La victoria de Andreeva tiene peso por el resultado, por la edad y por la forma. Manejo la presion de su primera final grande con una madurez poco habitual, sostuvo el ritmo de fondo y desactivo el impulso emocional que habia acompañado la sorprendente carrera de Chwalinska desde la qualy. En Paris, donde tantas veces el circuito femenino quedo marcado por hegemonias largas, emergio ahora una campeona muy joven que combina talento evidente con una competitividad cada vez mas estable.

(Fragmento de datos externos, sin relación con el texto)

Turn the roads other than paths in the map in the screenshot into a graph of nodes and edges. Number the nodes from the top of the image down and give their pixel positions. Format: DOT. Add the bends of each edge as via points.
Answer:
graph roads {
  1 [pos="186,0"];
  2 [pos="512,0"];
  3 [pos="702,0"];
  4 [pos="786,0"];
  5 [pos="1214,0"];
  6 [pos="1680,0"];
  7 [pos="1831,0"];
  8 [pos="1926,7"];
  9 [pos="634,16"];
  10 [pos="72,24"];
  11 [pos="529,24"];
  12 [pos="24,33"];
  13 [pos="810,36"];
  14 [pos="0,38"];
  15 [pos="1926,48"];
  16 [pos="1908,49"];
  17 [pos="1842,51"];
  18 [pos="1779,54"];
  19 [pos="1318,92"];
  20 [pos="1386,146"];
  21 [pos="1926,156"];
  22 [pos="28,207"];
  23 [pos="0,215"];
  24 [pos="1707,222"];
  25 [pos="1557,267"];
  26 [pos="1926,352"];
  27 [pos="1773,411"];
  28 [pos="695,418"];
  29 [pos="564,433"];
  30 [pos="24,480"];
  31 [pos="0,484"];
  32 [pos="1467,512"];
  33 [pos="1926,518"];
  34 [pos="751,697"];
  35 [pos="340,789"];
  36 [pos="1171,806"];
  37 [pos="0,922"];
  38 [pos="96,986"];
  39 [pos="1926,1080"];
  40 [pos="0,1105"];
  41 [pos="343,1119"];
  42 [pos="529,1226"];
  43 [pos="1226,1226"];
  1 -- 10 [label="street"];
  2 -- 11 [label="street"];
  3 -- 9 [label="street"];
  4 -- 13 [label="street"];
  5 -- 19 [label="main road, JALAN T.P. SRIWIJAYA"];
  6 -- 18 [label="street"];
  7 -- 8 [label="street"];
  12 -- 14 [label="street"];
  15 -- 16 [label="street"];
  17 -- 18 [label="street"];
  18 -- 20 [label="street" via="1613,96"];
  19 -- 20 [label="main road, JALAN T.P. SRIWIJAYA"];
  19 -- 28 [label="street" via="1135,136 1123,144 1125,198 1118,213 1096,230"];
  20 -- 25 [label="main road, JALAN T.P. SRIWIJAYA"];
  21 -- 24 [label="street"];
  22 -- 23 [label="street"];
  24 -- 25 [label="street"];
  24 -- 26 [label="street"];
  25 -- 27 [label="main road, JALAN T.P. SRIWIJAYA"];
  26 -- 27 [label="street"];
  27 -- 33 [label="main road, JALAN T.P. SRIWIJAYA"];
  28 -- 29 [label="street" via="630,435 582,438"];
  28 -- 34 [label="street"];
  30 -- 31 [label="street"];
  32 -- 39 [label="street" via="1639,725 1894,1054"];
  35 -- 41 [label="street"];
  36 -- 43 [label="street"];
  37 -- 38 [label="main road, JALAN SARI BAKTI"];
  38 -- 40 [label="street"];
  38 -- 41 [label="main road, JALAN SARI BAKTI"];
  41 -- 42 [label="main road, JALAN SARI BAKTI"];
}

Un titulo que ordena el nuevo ciclo
Andreeva llevaba tiempo instalada en la conversacion de futuro, pero un Grand Slam cambia de escala cualquier expectativa. Gana la jugadora y gana tambien la narrativa que la rodea: ya no se habla de si puede ser campeona, sino de cuantas veces y en que superficies sera capaz de pelear arriba. La comparacion con Monica Seles por la precocidad del titulo en Roland Garros ayuda a dimensionar el hito y, al mismo tiempo, subraya lo dificil que es conquistar Paris siendo tan joven.
Su recorrido tambien confirma una tendencia mas amplia. El cuadro femenino se ha vuelto mas abierto, menos predecible y mucho mas sensible a irrupciones rapidas. Eso puede producir torneos imprevisibles, pero tambien revela la aparicion de una generacion que ya no espera turnos simbolicos para disputarle el centro del escenario a las figuras establecidas.
La final deja dos historias distintas
La campeona se llevo la gloria, pero Chwalinska no sale de Paris como una nota al pie. Su llegada desde la clasificacion hasta la final fue una de las mejores historias del torneo y una prueba de que el tenis actual permite sacudidas profundas cuando coinciden confianza, forma fisica y un cuadro que se va abriendo. El contraste entre ambas, sin embargo, fue claro en el partido decisivo: Andreeva jugo como candidata al titulo y Chwalinska, por momentos, como quien todavia estaba procesando la magnitud de su propia hazaña.
Roland Garros termina asi con una campeona joven, una finalista improbable y una certeza que el circuito debera asimilar pronto. El poder se esta redistribuyendo. Y en esa nueva cartografia del tenis femenino, Mirra Andreeva ya no aparece en el margen del futuro, sino en el centro mismo del presente.